- [WORK ORDER]: Take from the records below each line that holds "Boulevard".

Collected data
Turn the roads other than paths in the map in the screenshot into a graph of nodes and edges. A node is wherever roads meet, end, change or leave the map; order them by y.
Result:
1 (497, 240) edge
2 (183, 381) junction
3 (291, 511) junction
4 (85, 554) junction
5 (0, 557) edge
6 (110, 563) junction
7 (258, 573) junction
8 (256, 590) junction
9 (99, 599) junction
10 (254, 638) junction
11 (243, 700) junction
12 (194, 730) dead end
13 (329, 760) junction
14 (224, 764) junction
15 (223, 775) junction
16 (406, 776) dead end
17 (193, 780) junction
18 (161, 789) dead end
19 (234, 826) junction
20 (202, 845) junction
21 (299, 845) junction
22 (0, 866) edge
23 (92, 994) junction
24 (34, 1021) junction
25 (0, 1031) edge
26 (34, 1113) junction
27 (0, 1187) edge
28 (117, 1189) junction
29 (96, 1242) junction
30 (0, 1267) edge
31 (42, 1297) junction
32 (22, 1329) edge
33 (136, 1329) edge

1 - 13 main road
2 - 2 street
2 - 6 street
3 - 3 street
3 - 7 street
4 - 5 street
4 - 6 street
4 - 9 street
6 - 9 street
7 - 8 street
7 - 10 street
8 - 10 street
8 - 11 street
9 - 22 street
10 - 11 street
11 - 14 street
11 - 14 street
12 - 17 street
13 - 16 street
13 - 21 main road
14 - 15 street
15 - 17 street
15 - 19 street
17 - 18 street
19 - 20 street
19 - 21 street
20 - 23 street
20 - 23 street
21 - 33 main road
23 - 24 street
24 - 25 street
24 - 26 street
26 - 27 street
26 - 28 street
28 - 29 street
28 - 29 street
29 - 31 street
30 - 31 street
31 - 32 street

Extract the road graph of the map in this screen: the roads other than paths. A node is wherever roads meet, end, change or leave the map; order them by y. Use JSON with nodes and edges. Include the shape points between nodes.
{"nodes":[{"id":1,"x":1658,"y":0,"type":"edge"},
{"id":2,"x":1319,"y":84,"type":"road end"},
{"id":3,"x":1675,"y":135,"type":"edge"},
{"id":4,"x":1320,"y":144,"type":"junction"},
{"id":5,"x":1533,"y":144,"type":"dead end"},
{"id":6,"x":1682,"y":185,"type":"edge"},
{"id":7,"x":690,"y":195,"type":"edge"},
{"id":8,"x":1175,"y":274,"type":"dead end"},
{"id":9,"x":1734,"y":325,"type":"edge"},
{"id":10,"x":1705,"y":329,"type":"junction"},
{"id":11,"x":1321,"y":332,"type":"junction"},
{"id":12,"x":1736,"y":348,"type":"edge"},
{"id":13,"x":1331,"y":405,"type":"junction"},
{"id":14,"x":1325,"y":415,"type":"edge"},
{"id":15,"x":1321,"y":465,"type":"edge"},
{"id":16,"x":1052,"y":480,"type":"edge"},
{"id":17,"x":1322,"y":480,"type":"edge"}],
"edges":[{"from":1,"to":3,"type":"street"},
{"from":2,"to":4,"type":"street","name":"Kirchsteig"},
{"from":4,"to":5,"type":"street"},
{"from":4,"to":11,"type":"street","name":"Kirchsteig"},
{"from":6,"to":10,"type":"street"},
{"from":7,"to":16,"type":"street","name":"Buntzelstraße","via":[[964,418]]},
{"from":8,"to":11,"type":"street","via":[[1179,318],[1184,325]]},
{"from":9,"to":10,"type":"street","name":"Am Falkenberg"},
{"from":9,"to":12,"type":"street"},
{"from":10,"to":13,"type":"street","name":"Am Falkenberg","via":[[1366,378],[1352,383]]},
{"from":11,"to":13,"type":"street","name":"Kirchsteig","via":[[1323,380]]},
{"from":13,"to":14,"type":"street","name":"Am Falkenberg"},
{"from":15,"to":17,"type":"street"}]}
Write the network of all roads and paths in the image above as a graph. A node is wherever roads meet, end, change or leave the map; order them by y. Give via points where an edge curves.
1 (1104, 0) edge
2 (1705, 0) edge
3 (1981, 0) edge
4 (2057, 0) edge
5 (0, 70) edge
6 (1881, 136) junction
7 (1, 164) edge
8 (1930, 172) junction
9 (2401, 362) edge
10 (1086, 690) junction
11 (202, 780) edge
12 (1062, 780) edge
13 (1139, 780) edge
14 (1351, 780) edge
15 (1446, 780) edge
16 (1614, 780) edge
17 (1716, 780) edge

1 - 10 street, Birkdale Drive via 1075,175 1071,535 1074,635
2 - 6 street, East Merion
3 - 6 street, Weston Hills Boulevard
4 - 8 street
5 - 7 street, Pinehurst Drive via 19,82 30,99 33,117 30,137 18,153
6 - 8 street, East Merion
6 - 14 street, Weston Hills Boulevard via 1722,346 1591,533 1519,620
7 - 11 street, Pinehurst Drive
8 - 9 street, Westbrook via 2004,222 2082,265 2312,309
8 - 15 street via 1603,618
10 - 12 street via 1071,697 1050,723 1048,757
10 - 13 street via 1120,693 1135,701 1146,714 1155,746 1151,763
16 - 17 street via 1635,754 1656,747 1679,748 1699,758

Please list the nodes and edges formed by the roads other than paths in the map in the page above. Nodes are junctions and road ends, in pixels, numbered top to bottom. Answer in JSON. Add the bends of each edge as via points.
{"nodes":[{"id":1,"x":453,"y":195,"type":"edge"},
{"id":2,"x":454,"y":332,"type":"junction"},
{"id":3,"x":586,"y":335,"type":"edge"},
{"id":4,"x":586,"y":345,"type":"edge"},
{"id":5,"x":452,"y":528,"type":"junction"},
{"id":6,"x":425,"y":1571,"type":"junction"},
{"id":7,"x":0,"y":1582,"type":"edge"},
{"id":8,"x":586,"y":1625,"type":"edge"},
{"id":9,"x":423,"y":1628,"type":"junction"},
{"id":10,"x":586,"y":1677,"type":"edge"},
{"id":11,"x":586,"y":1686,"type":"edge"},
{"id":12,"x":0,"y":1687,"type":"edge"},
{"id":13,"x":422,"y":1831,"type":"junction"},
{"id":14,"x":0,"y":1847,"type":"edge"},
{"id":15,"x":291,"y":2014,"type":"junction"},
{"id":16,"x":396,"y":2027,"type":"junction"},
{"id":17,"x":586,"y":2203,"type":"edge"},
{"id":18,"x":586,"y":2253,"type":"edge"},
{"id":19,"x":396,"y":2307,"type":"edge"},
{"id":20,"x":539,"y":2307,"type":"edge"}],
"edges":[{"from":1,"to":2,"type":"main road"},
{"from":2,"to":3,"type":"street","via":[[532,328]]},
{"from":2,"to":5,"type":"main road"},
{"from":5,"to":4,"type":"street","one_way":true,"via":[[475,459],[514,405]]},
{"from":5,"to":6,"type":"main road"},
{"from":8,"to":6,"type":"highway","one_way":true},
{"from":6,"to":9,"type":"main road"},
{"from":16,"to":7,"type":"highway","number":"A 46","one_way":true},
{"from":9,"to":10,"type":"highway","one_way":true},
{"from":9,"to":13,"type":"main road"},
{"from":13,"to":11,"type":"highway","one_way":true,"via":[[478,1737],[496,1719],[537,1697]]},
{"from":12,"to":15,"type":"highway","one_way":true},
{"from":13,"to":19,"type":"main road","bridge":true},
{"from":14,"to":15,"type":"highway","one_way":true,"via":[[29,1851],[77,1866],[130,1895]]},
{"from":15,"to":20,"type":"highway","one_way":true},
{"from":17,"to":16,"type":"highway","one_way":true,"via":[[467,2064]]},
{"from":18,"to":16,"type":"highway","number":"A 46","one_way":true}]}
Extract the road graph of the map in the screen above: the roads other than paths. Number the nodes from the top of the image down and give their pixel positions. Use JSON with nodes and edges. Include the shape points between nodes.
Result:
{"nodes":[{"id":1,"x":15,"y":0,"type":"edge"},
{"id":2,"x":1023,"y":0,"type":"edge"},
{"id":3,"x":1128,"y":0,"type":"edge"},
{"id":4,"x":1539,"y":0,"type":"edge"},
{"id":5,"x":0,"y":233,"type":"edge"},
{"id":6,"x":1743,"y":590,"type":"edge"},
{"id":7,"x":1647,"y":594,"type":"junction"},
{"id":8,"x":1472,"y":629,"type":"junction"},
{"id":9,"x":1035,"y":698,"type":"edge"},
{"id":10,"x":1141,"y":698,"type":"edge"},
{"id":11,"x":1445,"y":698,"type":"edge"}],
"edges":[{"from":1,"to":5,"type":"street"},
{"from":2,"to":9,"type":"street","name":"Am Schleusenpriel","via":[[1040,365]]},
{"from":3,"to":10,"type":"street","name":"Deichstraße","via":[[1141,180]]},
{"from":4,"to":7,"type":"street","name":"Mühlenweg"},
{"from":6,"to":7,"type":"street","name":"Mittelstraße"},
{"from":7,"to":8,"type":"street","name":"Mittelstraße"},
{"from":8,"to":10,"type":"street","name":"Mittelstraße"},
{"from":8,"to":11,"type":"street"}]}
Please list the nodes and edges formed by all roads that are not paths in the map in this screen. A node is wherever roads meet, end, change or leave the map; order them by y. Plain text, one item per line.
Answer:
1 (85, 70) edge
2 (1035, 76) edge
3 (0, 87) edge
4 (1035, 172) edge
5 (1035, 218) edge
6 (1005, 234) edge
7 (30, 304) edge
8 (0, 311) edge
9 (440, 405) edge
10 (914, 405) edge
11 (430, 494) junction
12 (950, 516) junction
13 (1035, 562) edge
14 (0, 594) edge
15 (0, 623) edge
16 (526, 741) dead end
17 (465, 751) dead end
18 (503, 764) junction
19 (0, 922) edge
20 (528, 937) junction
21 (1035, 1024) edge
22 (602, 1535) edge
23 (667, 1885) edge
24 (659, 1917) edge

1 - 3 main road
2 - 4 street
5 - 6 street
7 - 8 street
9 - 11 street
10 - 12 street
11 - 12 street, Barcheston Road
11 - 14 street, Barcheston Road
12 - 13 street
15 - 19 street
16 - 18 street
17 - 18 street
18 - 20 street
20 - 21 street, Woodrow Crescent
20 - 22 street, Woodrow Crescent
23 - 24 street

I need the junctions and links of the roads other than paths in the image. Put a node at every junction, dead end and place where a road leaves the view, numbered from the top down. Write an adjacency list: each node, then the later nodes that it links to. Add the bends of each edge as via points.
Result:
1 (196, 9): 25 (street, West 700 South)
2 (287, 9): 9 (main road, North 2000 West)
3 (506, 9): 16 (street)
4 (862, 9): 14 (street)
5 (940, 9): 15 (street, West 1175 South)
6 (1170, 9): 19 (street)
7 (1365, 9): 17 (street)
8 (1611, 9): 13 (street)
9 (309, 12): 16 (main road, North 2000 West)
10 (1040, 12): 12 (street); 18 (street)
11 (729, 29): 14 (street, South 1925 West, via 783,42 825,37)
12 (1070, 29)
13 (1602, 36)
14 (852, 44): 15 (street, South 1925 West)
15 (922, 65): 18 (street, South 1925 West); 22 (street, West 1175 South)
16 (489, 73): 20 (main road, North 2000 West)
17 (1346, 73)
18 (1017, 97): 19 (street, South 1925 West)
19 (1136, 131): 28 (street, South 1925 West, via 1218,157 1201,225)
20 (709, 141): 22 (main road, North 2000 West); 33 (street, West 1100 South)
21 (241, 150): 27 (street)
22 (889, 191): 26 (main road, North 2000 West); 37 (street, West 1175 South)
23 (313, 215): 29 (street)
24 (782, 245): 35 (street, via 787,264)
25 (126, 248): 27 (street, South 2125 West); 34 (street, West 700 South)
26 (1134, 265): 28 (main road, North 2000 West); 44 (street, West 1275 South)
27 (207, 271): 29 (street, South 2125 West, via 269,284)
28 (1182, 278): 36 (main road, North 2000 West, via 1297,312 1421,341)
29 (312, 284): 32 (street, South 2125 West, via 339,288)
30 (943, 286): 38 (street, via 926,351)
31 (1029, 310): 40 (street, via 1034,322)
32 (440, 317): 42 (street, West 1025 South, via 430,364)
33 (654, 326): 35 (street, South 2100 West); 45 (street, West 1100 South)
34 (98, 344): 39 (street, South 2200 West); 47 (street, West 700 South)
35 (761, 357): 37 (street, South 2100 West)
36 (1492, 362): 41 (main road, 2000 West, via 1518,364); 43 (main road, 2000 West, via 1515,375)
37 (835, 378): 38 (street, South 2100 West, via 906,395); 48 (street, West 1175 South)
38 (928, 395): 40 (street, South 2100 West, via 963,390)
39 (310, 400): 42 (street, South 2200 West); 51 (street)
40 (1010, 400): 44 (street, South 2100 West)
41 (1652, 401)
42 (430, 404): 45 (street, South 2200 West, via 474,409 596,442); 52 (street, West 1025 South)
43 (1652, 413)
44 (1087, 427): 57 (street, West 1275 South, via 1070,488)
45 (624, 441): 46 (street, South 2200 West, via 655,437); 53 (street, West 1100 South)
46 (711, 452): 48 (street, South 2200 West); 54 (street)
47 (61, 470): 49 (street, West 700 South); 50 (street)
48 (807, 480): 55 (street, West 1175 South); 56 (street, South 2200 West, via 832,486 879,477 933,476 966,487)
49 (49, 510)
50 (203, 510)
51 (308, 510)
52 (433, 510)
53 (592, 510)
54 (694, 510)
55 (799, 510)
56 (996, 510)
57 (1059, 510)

- [YOUR RESPONSE]:
3 - 6 street, Weston Hills Boulevard
6 - 14 street, Weston Hills Boulevard via 1722,346 1591,533 1519,620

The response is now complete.